# Your instructions:
Select the lines of the records containing the word "Tarooko" and list them.

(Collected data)
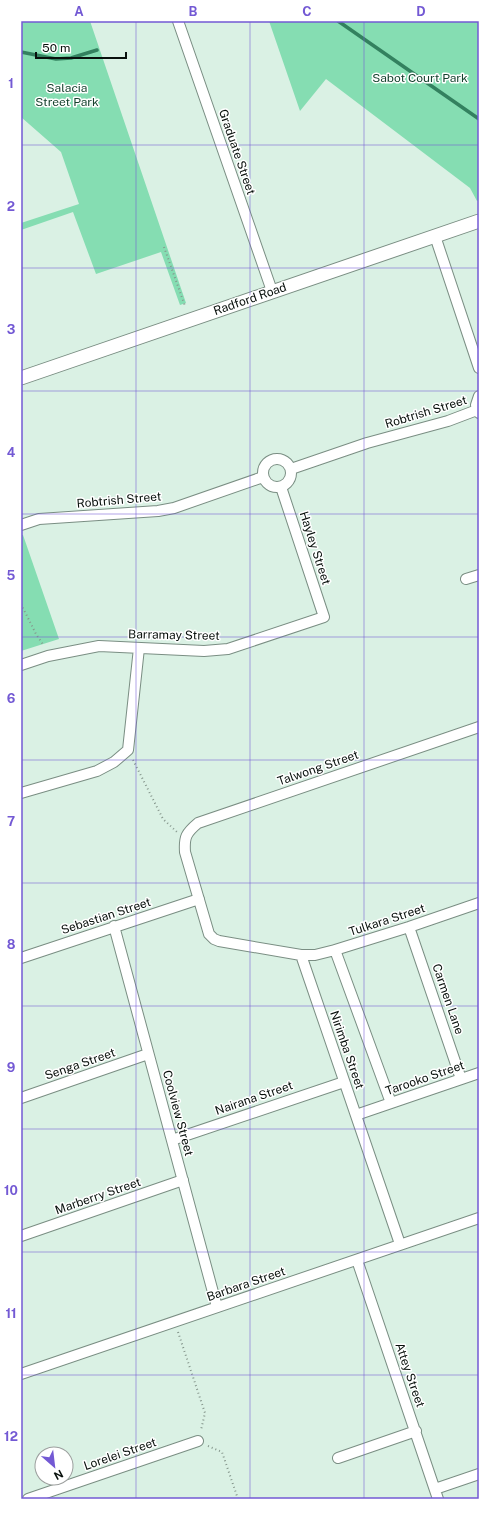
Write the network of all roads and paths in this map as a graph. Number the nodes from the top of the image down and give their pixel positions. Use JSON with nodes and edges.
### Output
{"nodes":[{"id":1,"x":178,"y":21,"type":"edge"},
{"id":2,"x":479,"y":221,"type":"edge"},
{"id":3,"x":435,"y":236,"type":"junction"},
{"id":4,"x":164,"y":247,"type":"dead end"},
{"id":5,"x":272,"y":291,"type":"junction"},
{"id":6,"x":185,"y":306,"type":"dead end"},
{"id":7,"x":479,"y":368,"type":"edge"},
{"id":8,"x":21,"y":378,"type":"edge"},
{"id":9,"x":479,"y":396,"type":"edge"},
{"id":10,"x":478,"y":412,"type":"edge"},
{"id":11,"x":291,"y":469,"type":"junction"},
{"id":12,"x":263,"y":477,"type":"junction"},
{"id":13,"x":281,"y":487,"type":"junction"},
{"id":14,"x":21,"y":525,"type":"edge"},
{"id":15,"x":479,"y":575,"type":"edge"},
{"id":16,"x":466,"y":579,"type":"dead end"},
{"id":17,"x":21,"y":604,"type":"edge"},
{"id":18,"x":324,"y":617,"type":"joint"},
{"id":19,"x":139,"y":648,"type":"junction"},
{"id":20,"x":48,"y":656,"type":"junction"},
{"id":21,"x":21,"y":666,"type":"edge"},
{"id":22,"x":479,"y":727,"type":"edge"},
{"id":23,"x":128,"y":750,"type":"junction"},
{"id":24,"x":21,"y":793,"type":"edge"},
{"id":25,"x":184,"y":839,"type":"junction"},
{"id":26,"x":199,"y":899,"type":"junction"},
{"id":27,"x":479,"y":903,"type":"edge"},
{"id":28,"x":114,"y":926,"type":"junction"},
{"id":29,"x":409,"y":927,"type":"junction"},
{"id":30,"x":335,"y":950,"type":"junction"},
{"id":31,"x":301,"y":956,"type":"junction"},
{"id":32,"x":21,"y":958,"type":"edge"},
{"id":33,"x":148,"y":1054,"type":"junction"},
{"id":34,"x":479,"y":1073,"type":"edge"},
{"id":35,"x":461,"y":1079,"type":"junction"},
{"id":36,"x":344,"y":1082,"type":"junction"},
{"id":37,"x":21,"y":1098,"type":"edge"},
{"id":38,"x":392,"y":1103,"type":"junction"},
{"id":39,"x":356,"y":1115,"type":"junction"},
{"id":40,"x":172,"y":1140,"type":"junction"},
{"id":41,"x":183,"y":1180,"type":"junction"},
{"id":42,"x":479,"y":1218,"type":"edge"},
{"id":43,"x":21,"y":1236,"type":"edge"},
{"id":44,"x":400,"y":1244,"type":"junction"},
{"id":45,"x":357,"y":1260,"type":"junction"},
{"id":46,"x":217,"y":1307,"type":"junction"},
{"id":47,"x":175,"y":1322,"type":"junction"},
{"id":48,"x":21,"y":1374,"type":"edge"},
{"id":49,"x":416,"y":1431,"type":"junction"},
{"id":50,"x":198,"y":1441,"type":"junction"},
{"id":51,"x":338,"y":1458,"type":"dead end"},
{"id":52,"x":479,"y":1474,"type":"edge"},
{"id":53,"x":437,"y":1494,"type":"edge"},
{"id":54,"x":28,"y":1499,"type":"edge"},
{"id":55,"x":238,"y":1499,"type":"edge"}],
"edges":[{"from":1,"to":5,"type":"street","name":"Graduate Street"},
{"from":2,"to":3,"type":"street","name":"Radford Road"},
{"from":3,"to":5,"type":"street","name":"Radford Road"},
{"from":3,"to":7,"type":"street"},
{"from":4,"to":6,"type":"path"},
{"from":5,"to":8,"type":"street","name":"Radford Road"},
{"from":9,"to":10,"type":"street"},
{"from":10,"to":11,"type":"street","name":"Robtrish Street"},
{"from":11,"to":12,"type":"street"},
{"from":11,"to":13,"type":"street"},
{"from":12,"to":13,"type":"street"},
{"from":12,"to":14,"type":"street","name":"Robtrish Street"},
{"from":13,"to":18,"type":"street","name":"Hayley Street"},
{"from":15,"to":16,"type":"street"},
{"from":17,"to":20,"type":"path"},
{"from":18,"to":19,"type":"street","name":"Barramay Street"},
{"from":19,"to":20,"type":"street","name":"Barramay Street"},
{"from":19,"to":23,"type":"street"},
{"from":20,"to":21,"type":"street","name":"Barramay Street"},
{"from":22,"to":25,"type":"street","name":"Talwong Street"},
{"from":23,"to":24,"type":"street"},
{"from":23,"to":25,"type":"path"},
{"from":25,"to":26,"type":"street"},
{"from":26,"to":28,"type":"street","name":"Sebastian Street"},
{"from":26,"to":31,"type":"street"},
{"from":27,"to":29,"type":"street","name":"Tulkara Street"},
{"from":28,"to":32,"type":"street","name":"Sebastian Street"},
{"from":28,"to":33,"type":"street","name":"Coolview Street"},
{"from":29,"to":30,"type":"street","name":"Tulkara Street"},
{"from":29,"to":35,"type":"street","name":"Carmen Lane"},
{"from":30,"to":31,"type":"street","name":"Tulkara Street"},
{"from":30,"to":38,"type":"street","name":"Nirimba Street"},
{"from":31,"to":36,"type":"street","name":"Nirimba Street"},
{"from":33,"to":37,"type":"street","name":"Senga Street"},
{"from":33,"to":40,"type":"street","name":"Coolview Street"},
{"from":34,"to":35,"type":"street","name":"Tarooko Street"},
{"from":35,"to":38,"type":"street","name":"Tarooko Street"},
{"from":36,"to":39,"type":"street","name":"Nirimba Street"},
{"from":36,"to":40,"type":"street","name":"Nairana Street"},
{"from":38,"to":39,"type":"street","name":"Tarooko Street"},
{"from":39,"to":44,"type":"street","name":"Nirimba Street"},
{"from":40,"to":41,"type":"street","name":"Coolview Street"},
{"from":41,"to":43,"type":"street","name":"Marberry Street"},
{"from":41,"to":46,"type":"street","name":"Coolview Street"},
{"from":42,"to":44,"type":"street","name":"Barbara Street"},
{"from":44,"to":45,"type":"street","name":"Barbara Street"},
{"from":45,"to":46,"type":"street","name":"Barbara Street"},
{"from":45,"to":49,"type":"street","name":"Attey Street"},
{"from":46,"to":47,"type":"street","name":"Barbara Street"},
{"from":47,"to":48,"type":"street","name":"Barbara Street"},
{"from":47,"to":50,"type":"path"},
{"from":49,"to":51,"type":"street"},
{"from":49,"to":53,"type":"street","name":"Attey Street"},
{"from":50,"to":54,"type":"street","name":"Lorelei Street"},
{"from":50,"to":55,"type":"path"},
{"from":52,"to":53,"type":"street"}]}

# Response for this exercise:
{"from":34,"to":35,"type":"street","name":"Tarooko Street"},
{"from":35,"to":38,"type":"street","name":"Tarooko Street"},
{"from":38,"to":39,"type":"street","name":"Tarooko Street"},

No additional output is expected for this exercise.